• [Your instructions]: Output the records exactly. Include every line.

Saved data entries
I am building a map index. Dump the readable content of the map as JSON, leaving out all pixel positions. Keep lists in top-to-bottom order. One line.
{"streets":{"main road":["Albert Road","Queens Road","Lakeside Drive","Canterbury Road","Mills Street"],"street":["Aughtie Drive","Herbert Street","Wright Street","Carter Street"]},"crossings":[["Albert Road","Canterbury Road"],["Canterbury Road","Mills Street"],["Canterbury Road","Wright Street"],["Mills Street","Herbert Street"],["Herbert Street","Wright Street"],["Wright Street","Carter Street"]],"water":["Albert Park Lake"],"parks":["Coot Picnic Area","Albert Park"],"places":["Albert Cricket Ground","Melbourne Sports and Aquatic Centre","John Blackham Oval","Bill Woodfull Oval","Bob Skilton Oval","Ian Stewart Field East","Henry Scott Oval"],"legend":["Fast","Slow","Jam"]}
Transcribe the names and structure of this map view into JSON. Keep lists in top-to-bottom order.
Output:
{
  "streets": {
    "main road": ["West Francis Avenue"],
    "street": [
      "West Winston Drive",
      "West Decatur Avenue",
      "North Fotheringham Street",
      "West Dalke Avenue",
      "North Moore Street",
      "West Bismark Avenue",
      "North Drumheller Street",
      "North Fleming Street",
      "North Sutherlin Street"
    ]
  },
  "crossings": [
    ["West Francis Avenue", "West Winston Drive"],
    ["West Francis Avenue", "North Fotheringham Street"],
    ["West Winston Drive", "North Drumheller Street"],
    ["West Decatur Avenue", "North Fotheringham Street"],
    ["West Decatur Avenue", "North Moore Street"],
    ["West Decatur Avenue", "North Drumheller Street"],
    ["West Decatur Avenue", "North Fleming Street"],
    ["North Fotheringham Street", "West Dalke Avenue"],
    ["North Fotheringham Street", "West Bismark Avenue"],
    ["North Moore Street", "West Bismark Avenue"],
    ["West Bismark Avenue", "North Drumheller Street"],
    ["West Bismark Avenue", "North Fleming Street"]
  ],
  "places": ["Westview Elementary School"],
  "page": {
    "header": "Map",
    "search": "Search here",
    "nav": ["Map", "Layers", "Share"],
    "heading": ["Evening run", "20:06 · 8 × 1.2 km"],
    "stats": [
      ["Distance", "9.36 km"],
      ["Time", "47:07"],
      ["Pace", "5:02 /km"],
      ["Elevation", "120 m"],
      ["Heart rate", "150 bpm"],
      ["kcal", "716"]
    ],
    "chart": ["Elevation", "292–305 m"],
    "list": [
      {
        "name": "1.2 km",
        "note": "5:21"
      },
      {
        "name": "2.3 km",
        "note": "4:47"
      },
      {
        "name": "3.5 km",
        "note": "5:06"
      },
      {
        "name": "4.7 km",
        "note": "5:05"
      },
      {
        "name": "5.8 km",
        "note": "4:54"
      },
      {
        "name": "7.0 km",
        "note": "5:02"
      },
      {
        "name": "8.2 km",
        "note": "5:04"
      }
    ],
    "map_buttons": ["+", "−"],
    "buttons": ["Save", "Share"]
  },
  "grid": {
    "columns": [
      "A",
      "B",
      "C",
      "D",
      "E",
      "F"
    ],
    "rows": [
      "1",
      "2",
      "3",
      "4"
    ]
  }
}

• [Solution for this problem]:
I am building a map index. Dump the readable content of the map as JSON, leaving out all pixel positions. Keep lists in top-to-bottom order. One line.
{"streets":{"main road":["Albert Road","Queens Road","Lakeside Drive","Canterbury Road","Mills Street"],"street":["Aughtie Drive","Herbert Street","Wright Street","Carter Street"]},"crossings":[["Albert Road","Canterbury Road"],["Canterbury Road","Mills Street"],["Canterbury Road","Wright Street"],["Mills Street","Herbert Street"],["Herbert Street","Wright Street"],["Wright Street","Carter Street"]],"water":["Albert Park Lake"],"parks":["Coot Picnic Area","Albert Park"],"places":["Albert Cricket Ground","Melbourne Sports and Aquatic Centre","John Blackham Oval","Bill Woodfull Oval","Bob Skilton Oval","Ian Stewart Field East","Henry Scott Oval"],"legend":["Fast","Slow","Jam"]}
Transcribe the names and structure of this map view into JSON. Keep lists in top-to-bottom order.
Output:
{
  "streets": {
    "main road": ["West Francis Avenue"],
    "street": [
      "West Winston Drive",
      "West Decatur Avenue",
      "North Fotheringham Street",
      "West Dalke Avenue",
      "North Moore Street",
      "West Bismark Avenue",
      "North Drumheller Street",
      "North Fleming Street",
      "North Sutherlin Street"
    ]
  },
  "crossings": [
    ["West Francis Avenue", "West Winston Drive"],
    ["West Francis Avenue", "North Fotheringham Street"],
    ["West Winston Drive", "North Drumheller Street"],
    ["West Decatur Avenue", "North Fotheringham Street"],
    ["West Decatur Avenue", "North Moore Street"],
    ["West Decatur Avenue", "North Drumheller Street"],
    ["West Decatur Avenue", "North Fleming Street"],
    ["North Fotheringham Street", "West Dalke Avenue"],
    ["North Fotheringham Street", "West Bismark Avenue"],
    ["North Moore Street", "West Bismark Avenue"],
    ["West Bismark Avenue", "North Drumheller Street"],
    ["West Bismark Avenue", "North Fleming Street"]
  ],
  "places": ["Westview Elementary School"],
  "page": {
    "header": "Map",
    "search": "Search here",
    "nav": ["Map", "Layers", "Share"],
    "heading": ["Evening run", "20:06 · 8 × 1.2 km"],
    "stats": [
      ["Distance", "9.36 km"],
      ["Time", "47:07"],
      ["Pace", "5:02 /km"],
      ["Elevation", "120 m"],
      ["Heart rate", "150 bpm"],
      ["kcal", "716"]
    ],
    "chart": ["Elevation", "292–305 m"],
    "list": [
      {
        "name": "1.2 km",
        "note": "5:21"
      },
      {
        "name": "2.3 km",
        "note": "4:47"
      },
      {
        "name": "3.5 km",
        "note": "5:06"
      },
      {
        "name": "4.7 km",
        "note": "5:05"
      },
      {
        "name": "5.8 km",
        "note": "4:54"
      },
      {
        "name": "7.0 km",
        "note": "5:02"
      },
      {
        "name": "8.2 km",
        "note": "5:04"
      }
    ],
    "map_buttons": ["+", "−"],
    "buttons": ["Save", "Share"]
  },
  "grid": {
    "columns": [
      "A",
      "B",
      "C",
      "D",
      "E",
      "F"
    ],
    "rows": [
      "1",
      "2",
      "3",
      "4"
    ]
  }
}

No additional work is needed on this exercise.